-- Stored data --
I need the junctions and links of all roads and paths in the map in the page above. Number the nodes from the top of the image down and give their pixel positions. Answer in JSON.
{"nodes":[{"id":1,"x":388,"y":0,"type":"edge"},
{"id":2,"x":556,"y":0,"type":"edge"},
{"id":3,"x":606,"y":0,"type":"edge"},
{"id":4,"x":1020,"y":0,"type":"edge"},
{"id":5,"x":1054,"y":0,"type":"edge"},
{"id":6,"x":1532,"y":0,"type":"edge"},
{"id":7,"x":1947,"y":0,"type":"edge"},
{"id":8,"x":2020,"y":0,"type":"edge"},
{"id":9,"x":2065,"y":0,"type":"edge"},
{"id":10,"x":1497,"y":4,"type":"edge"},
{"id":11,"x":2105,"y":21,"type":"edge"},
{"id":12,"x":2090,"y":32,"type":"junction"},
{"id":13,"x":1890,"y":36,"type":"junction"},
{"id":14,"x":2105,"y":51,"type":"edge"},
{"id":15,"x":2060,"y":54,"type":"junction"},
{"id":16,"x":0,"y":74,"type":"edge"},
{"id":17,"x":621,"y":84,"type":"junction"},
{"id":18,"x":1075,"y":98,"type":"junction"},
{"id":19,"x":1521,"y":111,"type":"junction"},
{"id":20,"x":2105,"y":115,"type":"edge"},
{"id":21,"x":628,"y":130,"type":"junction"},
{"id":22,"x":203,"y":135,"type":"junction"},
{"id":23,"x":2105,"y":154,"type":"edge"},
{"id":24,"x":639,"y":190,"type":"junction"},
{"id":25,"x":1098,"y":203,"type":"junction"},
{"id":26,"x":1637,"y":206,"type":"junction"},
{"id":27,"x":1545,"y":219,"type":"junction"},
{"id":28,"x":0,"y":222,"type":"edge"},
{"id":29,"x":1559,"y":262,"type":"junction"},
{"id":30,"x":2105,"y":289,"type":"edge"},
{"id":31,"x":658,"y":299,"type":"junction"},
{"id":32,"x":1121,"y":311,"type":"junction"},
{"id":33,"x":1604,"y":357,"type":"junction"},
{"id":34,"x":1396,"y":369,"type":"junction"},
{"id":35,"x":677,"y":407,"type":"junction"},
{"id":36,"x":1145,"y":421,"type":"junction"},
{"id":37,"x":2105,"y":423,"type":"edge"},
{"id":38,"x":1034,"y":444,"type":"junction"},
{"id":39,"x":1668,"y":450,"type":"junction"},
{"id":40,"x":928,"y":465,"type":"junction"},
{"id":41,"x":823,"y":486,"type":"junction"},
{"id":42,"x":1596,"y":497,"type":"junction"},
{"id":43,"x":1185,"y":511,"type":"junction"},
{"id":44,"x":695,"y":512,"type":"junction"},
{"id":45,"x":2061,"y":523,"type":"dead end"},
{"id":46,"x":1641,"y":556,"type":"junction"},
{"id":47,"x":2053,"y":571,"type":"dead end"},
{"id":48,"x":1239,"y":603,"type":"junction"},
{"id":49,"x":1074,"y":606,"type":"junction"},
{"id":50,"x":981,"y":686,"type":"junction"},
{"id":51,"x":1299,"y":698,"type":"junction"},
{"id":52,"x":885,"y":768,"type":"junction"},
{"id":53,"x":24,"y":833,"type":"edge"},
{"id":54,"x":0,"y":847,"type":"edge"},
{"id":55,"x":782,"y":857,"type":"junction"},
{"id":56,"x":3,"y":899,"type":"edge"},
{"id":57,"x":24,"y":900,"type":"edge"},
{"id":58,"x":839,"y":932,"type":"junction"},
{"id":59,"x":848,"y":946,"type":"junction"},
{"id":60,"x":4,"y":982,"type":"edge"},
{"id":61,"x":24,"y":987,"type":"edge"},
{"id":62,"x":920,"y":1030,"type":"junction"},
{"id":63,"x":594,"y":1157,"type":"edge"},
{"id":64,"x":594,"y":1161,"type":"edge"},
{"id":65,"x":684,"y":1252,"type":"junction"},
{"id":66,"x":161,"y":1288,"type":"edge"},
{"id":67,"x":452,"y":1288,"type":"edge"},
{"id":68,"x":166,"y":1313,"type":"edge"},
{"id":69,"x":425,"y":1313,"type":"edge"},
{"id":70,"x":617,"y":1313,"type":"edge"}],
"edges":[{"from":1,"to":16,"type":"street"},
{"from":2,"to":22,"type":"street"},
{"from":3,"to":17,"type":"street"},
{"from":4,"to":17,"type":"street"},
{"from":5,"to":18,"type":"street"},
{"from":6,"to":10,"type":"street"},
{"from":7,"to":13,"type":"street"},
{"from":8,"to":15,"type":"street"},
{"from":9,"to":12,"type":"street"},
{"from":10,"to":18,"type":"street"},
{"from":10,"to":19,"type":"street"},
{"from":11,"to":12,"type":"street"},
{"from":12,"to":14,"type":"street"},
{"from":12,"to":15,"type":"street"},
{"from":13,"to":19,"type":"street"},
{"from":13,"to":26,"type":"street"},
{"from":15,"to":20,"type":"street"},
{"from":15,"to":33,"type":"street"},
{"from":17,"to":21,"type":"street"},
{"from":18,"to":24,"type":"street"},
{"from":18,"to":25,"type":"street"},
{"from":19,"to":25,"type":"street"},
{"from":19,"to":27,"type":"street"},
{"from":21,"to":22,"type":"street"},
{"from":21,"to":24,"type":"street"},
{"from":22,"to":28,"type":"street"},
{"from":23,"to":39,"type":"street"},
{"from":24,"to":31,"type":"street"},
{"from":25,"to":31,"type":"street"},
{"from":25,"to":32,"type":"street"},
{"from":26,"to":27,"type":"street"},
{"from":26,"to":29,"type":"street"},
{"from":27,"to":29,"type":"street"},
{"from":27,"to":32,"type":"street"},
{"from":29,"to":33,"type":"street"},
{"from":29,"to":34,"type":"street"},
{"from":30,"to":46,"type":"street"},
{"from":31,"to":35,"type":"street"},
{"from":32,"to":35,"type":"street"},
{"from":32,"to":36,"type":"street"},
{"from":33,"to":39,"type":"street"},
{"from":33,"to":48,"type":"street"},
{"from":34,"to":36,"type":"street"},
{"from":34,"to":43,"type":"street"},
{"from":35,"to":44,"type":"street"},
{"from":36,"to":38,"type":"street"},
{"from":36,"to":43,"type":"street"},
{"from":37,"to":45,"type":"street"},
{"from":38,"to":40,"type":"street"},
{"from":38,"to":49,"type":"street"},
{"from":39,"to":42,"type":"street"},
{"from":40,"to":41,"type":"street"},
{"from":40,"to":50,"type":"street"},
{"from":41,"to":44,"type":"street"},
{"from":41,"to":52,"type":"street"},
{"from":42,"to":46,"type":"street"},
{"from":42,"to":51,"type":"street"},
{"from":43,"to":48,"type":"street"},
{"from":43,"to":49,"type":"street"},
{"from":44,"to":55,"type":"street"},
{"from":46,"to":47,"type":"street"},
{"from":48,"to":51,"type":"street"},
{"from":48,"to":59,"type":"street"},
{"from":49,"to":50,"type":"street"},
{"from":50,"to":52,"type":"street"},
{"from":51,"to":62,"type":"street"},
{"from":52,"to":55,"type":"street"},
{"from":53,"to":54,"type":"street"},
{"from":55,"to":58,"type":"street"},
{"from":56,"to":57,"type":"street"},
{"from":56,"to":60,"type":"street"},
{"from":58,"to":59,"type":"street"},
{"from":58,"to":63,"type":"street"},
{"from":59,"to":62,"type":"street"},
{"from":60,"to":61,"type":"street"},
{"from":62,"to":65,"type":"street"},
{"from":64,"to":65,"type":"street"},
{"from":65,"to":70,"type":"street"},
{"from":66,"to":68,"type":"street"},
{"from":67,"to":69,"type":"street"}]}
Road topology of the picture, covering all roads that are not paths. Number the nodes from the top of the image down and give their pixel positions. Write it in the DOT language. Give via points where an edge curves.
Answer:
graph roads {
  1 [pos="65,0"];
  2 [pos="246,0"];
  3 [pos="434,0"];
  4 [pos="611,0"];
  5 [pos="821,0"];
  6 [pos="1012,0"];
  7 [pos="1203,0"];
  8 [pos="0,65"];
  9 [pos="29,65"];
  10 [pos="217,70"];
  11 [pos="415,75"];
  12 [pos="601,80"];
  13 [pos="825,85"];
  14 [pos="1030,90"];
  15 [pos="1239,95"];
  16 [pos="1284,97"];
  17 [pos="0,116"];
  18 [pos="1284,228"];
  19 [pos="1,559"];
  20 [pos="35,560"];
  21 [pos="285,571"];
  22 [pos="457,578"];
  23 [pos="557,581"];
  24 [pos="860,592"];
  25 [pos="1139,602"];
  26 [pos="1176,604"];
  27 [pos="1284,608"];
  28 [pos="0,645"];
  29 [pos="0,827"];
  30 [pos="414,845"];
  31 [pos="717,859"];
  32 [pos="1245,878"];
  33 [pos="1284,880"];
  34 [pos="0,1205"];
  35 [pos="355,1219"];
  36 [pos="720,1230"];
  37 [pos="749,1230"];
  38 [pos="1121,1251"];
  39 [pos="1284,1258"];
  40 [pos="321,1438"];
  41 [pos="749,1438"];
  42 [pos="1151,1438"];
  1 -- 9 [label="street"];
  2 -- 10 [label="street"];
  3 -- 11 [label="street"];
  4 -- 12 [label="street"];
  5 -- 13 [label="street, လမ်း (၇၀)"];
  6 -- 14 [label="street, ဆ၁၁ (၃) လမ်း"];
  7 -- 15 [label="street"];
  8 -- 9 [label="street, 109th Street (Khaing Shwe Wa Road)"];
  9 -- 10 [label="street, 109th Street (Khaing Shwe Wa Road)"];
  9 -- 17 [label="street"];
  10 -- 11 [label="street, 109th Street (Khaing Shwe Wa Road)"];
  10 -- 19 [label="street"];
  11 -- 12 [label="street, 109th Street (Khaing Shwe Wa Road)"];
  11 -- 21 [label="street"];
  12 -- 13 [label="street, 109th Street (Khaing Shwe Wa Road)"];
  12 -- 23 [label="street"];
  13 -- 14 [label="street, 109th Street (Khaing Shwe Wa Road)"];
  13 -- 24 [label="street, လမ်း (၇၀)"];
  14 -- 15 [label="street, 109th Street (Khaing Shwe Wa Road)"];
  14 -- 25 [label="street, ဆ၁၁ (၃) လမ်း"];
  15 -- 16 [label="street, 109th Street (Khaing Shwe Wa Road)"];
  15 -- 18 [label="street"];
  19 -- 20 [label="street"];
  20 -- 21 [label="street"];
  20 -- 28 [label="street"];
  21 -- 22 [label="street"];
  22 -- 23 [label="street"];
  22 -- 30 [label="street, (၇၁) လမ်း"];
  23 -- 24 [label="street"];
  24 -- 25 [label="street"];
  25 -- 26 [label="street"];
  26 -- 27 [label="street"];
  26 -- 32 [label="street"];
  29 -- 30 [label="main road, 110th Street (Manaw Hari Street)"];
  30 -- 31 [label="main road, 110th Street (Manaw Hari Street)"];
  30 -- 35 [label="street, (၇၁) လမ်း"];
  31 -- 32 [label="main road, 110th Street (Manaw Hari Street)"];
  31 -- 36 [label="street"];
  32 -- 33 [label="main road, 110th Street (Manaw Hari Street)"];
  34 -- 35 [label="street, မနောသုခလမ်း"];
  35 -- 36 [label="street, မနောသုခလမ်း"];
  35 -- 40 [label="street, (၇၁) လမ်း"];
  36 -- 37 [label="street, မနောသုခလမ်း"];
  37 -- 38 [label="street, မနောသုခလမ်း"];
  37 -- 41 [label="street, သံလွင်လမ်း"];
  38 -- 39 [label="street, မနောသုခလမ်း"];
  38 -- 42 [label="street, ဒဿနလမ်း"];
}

-- Task brief --
Only lines holding the string "down" are wanted; gather each one from the entries above.

-- Solution to this task --
I need the junctions and links of all roads and paths in the map in the page above. Number the nodes from the top of the image down and give their pixel positions. Answer in JSON.
Road topology of the picture, covering all roads that are not paths. Number the nodes from the top of the image down and give their pixel positions. Write it in the DOT language. Give via points where an edge curves.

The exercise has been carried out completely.